EXERCISE AIM -> A single stretch of the material below is to be transcribed exactly, starting at the line with "pinky pip: (268, 272)" and ending after the line with "ring dip: (919, 920)".

RECORD EXCERPTS ->
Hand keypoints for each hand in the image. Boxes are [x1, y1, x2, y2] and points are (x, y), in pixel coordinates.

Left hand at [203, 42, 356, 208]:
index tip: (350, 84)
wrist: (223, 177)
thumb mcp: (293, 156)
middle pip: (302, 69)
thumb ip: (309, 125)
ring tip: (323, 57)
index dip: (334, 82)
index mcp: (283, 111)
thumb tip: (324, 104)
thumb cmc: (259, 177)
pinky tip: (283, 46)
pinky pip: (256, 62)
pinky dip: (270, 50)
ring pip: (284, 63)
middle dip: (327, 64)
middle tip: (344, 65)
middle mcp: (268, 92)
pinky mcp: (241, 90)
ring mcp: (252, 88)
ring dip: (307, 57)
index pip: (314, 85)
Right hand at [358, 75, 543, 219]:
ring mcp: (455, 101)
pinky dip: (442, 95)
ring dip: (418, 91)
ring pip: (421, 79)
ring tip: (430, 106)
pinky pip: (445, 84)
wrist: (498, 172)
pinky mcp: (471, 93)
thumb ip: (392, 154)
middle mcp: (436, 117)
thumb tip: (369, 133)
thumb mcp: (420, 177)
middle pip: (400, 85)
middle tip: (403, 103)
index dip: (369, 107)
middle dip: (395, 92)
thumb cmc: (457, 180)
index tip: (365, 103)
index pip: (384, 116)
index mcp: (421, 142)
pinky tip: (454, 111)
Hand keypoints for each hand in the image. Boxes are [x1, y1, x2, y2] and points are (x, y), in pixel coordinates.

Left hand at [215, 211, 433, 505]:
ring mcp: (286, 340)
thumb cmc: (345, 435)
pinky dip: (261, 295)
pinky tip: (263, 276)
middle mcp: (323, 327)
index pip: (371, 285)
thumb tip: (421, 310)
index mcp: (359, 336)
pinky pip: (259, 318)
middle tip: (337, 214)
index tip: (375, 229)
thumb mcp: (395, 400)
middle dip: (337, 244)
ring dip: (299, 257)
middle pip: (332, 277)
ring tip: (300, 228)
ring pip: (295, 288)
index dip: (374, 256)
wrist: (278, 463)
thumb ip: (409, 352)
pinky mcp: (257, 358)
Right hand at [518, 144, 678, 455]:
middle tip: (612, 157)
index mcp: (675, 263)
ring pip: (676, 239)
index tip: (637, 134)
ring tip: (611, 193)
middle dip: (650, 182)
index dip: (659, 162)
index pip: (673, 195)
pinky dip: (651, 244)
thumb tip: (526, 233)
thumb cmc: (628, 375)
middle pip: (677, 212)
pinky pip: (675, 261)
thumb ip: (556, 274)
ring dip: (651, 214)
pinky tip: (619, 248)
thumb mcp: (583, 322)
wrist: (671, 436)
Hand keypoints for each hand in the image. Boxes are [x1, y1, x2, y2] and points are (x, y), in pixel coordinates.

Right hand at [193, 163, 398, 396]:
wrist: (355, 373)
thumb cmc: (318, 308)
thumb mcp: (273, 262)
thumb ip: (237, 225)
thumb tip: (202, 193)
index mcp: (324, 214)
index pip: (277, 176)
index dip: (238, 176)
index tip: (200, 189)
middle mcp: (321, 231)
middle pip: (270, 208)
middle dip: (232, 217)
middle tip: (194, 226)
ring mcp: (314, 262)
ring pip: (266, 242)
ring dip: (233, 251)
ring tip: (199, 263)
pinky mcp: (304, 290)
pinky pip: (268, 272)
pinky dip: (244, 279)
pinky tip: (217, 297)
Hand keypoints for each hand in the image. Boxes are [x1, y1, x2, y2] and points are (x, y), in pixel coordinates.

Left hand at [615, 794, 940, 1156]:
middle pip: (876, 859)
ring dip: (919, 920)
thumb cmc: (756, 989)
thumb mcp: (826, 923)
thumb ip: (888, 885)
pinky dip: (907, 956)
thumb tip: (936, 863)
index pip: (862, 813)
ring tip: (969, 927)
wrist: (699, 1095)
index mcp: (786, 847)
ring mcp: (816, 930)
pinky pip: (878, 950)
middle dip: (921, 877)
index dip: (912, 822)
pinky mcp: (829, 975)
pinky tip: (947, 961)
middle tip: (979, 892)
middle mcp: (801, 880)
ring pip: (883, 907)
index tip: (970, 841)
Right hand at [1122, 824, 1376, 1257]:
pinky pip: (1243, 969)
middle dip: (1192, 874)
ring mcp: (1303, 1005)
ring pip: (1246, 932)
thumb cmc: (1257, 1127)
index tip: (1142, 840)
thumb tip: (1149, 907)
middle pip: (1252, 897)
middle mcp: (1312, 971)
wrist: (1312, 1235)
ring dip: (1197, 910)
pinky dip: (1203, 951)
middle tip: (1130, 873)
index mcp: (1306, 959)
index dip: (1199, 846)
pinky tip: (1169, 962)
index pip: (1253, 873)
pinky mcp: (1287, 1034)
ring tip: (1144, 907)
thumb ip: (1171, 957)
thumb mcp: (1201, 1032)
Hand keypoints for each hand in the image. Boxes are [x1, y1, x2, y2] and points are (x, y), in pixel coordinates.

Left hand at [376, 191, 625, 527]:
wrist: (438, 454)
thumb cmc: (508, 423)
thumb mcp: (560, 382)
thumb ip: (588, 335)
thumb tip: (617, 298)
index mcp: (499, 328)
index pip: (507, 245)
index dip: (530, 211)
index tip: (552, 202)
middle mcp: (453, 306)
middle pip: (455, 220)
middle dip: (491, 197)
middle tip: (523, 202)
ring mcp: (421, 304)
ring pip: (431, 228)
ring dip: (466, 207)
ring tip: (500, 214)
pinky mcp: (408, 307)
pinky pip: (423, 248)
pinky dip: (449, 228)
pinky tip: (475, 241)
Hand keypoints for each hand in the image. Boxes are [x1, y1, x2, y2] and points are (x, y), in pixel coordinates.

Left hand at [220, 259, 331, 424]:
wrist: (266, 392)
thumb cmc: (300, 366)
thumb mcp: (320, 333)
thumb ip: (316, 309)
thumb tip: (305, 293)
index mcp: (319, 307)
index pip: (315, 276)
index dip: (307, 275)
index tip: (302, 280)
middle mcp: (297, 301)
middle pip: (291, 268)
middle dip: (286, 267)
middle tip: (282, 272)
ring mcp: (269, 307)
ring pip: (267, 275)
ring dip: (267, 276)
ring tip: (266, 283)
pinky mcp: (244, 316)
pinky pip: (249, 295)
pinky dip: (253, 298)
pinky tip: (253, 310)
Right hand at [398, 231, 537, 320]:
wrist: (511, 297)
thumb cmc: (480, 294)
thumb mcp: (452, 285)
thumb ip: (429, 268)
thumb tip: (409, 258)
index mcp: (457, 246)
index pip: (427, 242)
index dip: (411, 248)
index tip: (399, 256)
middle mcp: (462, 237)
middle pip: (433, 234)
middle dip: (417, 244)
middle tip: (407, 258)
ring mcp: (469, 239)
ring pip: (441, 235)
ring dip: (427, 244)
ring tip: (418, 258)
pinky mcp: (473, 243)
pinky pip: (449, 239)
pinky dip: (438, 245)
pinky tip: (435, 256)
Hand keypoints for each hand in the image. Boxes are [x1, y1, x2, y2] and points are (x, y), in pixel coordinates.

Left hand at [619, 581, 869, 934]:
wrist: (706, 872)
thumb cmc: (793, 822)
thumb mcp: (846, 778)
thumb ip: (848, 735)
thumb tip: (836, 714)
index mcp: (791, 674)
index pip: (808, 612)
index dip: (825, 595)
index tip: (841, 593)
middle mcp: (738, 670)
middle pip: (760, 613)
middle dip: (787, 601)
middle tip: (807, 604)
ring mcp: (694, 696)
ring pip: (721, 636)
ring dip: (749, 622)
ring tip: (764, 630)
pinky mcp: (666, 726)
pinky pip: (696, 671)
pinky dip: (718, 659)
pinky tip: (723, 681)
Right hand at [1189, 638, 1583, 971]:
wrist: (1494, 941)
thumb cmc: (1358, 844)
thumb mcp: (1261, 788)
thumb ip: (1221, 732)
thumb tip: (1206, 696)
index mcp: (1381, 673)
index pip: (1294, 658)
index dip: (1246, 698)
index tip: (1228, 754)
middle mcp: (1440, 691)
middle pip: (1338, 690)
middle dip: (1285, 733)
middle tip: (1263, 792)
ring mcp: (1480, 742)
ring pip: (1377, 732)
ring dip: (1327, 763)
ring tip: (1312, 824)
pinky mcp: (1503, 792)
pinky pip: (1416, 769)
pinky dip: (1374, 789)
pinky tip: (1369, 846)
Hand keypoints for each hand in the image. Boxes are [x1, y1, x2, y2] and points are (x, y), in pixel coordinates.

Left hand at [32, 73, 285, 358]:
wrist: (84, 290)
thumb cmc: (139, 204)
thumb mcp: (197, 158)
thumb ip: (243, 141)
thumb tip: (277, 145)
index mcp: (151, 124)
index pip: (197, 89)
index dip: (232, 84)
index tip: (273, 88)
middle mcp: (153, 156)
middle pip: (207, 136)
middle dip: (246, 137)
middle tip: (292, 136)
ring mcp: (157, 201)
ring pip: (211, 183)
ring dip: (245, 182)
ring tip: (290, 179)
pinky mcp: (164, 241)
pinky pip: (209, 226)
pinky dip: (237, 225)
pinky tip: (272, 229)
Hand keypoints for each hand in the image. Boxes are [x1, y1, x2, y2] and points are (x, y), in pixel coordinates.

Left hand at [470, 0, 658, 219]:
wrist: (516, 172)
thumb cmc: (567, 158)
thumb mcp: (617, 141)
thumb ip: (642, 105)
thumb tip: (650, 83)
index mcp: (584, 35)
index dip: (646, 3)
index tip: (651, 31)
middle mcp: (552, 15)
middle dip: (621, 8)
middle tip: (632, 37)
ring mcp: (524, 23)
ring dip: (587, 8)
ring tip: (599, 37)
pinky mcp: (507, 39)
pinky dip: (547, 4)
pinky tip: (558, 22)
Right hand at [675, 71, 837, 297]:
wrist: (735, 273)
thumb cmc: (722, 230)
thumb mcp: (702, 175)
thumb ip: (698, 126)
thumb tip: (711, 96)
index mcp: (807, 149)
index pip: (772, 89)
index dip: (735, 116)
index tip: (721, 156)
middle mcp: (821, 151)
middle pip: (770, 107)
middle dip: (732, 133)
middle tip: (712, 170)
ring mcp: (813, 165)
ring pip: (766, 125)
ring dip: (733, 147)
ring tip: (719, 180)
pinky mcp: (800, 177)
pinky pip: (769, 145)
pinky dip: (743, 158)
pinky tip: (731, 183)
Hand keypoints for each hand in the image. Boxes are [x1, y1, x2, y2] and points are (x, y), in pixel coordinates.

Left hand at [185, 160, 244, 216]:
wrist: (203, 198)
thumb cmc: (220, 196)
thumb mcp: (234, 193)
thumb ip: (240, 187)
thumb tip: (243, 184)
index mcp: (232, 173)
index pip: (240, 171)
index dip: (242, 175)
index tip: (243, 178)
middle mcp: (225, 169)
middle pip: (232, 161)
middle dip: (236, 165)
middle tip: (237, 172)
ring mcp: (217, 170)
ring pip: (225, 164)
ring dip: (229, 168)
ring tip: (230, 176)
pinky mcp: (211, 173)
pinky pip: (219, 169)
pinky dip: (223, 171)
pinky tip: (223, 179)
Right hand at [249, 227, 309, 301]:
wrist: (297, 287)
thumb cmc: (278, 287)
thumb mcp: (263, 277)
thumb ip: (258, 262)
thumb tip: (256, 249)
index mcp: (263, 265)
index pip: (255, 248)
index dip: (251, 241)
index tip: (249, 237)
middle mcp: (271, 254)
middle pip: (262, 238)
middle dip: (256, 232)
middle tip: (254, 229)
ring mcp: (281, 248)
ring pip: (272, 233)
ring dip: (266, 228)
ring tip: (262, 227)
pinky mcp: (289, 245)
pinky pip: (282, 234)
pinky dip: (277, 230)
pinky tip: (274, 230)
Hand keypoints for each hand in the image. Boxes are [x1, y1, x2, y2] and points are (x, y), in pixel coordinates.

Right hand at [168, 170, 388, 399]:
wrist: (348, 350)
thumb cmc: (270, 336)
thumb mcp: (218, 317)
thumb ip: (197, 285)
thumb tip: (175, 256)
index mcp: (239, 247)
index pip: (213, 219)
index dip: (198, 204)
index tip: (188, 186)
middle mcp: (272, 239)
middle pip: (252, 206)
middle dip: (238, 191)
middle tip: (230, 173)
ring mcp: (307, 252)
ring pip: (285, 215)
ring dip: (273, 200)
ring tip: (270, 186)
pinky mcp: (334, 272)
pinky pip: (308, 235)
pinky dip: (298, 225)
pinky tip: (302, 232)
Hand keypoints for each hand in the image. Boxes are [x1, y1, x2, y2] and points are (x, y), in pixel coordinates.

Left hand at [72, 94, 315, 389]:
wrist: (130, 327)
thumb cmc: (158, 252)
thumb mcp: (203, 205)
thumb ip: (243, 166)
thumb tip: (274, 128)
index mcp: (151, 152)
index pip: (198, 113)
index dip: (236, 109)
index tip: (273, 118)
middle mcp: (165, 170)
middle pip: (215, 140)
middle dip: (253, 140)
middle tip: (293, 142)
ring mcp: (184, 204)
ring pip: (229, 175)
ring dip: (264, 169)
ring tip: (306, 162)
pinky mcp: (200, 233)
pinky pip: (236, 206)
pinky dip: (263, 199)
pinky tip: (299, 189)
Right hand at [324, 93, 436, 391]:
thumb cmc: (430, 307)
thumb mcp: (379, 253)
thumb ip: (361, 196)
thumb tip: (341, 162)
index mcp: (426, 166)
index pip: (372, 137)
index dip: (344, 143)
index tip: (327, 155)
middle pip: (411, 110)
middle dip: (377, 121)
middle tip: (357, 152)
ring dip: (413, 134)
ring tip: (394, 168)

EXERCISE RESPONSE ->
pinky pip: (268, 272)
pinky dip: (244, 279)
pinky tip: (217, 297)
Hand keypoints for each hand in the image. Boxes are [x1, y1, x2, y2] and points are (x, y), in pixel coordinates.

Left hand at [615, 794, 940, 1156]:
middle pip: (876, 859)
ring dip: (919, 920)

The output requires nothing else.